After three days of questioning, Boris was held for four months in Europe’s largest prison – Fleury-Mérogis – awaiting trial.
But the experience allowed him to reflect on the path leading up to that point and where it would likely take him next.
“I managed to turn it into something positive,” he says now. “I trained my body and mind so that I would leave there twice as strong and twice as motivated.
“If this hadn’t happened, many good things would never have followed, so I really took the experience as a part of my journey.”
It started it Bulgaria, when a 12-year-old Boris first picked up a spray can and drew the local football club’s name surrounded by penises.

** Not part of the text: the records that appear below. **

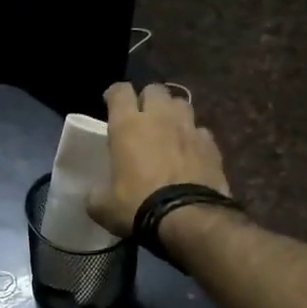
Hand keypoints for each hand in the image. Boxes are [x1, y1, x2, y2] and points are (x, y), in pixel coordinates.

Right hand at [87, 82, 230, 237]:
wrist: (187, 218)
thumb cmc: (137, 206)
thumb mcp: (102, 206)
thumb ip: (95, 193)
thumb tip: (95, 194)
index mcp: (128, 126)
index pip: (120, 91)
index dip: (114, 94)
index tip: (110, 104)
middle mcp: (159, 118)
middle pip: (155, 89)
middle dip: (147, 99)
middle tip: (141, 118)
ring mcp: (189, 129)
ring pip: (181, 103)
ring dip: (172, 113)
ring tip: (167, 130)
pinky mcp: (211, 145)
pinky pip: (200, 131)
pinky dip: (193, 138)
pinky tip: (189, 153)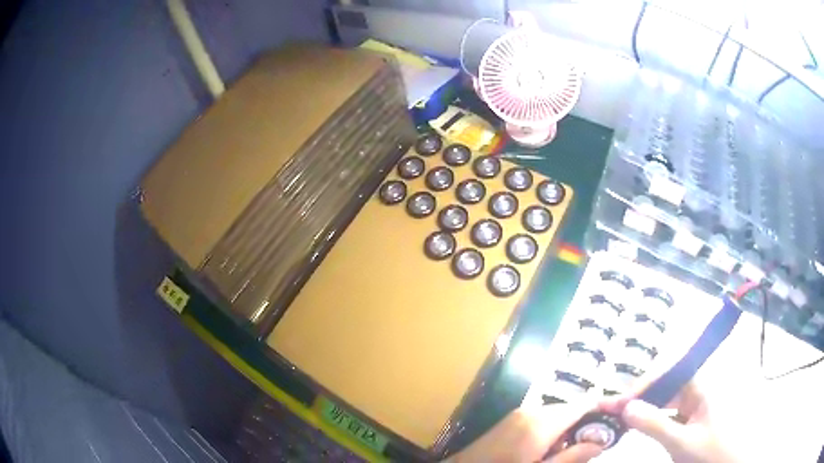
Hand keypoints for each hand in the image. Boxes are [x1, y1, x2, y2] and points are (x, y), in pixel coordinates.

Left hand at [448, 402, 603, 462]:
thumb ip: (573, 457)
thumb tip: (601, 443)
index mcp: (543, 422)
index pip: (584, 404)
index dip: (602, 411)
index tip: (613, 424)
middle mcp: (533, 410)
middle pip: (571, 410)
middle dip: (583, 426)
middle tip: (587, 448)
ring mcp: (519, 412)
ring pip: (556, 414)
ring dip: (566, 430)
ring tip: (562, 454)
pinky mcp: (511, 419)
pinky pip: (540, 418)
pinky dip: (550, 430)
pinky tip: (543, 450)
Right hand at [600, 382, 740, 462]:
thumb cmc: (710, 453)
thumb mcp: (681, 443)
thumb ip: (655, 424)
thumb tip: (626, 408)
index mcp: (702, 388)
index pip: (670, 373)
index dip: (644, 384)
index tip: (620, 401)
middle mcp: (699, 391)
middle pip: (666, 385)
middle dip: (640, 396)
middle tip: (613, 410)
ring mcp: (696, 406)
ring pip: (667, 399)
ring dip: (644, 407)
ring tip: (621, 417)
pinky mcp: (693, 419)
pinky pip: (670, 413)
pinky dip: (653, 418)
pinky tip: (641, 425)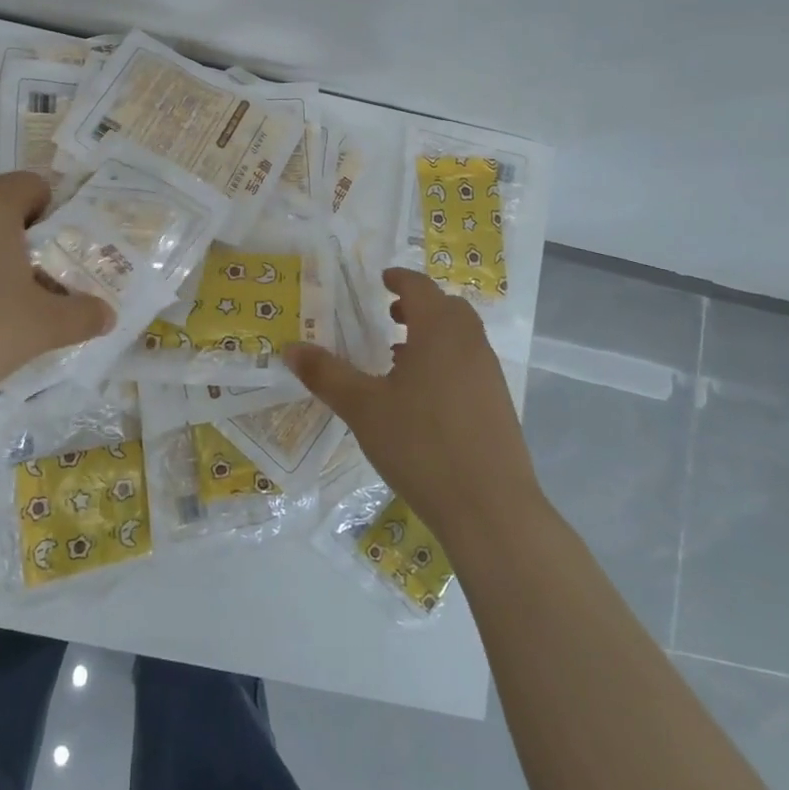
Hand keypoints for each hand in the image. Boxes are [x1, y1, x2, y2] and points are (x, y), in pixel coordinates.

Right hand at [285, 268, 539, 545]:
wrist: (491, 510)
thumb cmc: (422, 446)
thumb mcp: (363, 408)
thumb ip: (326, 374)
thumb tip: (290, 348)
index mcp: (439, 331)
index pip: (420, 287)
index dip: (400, 279)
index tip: (382, 280)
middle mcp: (470, 344)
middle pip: (447, 308)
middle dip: (418, 306)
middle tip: (389, 317)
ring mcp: (490, 375)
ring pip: (461, 337)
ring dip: (432, 335)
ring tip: (399, 359)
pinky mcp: (498, 406)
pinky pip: (469, 365)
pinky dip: (446, 362)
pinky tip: (422, 398)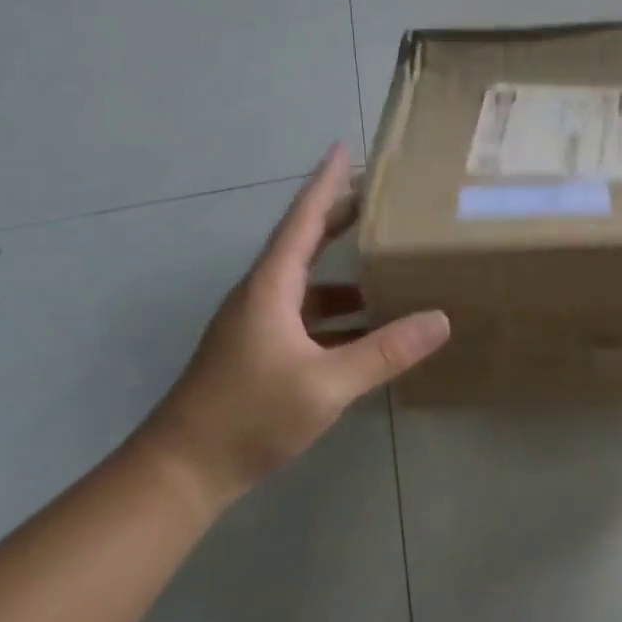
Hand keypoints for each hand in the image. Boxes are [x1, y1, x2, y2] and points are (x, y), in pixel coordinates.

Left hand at [143, 143, 449, 509]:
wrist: (181, 472)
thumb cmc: (249, 416)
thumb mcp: (327, 384)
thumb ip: (385, 352)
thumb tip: (440, 319)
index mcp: (270, 288)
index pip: (302, 220)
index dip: (325, 184)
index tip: (343, 149)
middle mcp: (261, 296)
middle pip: (303, 243)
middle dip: (339, 216)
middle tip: (379, 196)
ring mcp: (256, 325)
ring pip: (306, 283)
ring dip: (343, 271)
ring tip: (386, 264)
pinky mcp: (258, 352)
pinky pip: (305, 316)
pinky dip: (337, 314)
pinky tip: (366, 329)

His father – a strict man who had instilled in him the value of honesty and hard work – decided not to punish him that day, leaving Boris room to explore a new creative outlet.
“Even though, where I come from [graffiti] pieces have a much longer lifetime than elsewhere in Europe, I was aware that my creations were ephemeral,” he says. “Therefore in order to preserve the memory, I started to photograph them.”
At first it was just pictures of stuff that he and his friends made, but gradually he focused more on the action and atmosphere – finding it so fascinating that he gave up writing to focus entirely on documentation.
It didn’t take long before Boris took things to another level. By the age of 14, he was working for his dad’s business and, within a year, left home to strike out on his own.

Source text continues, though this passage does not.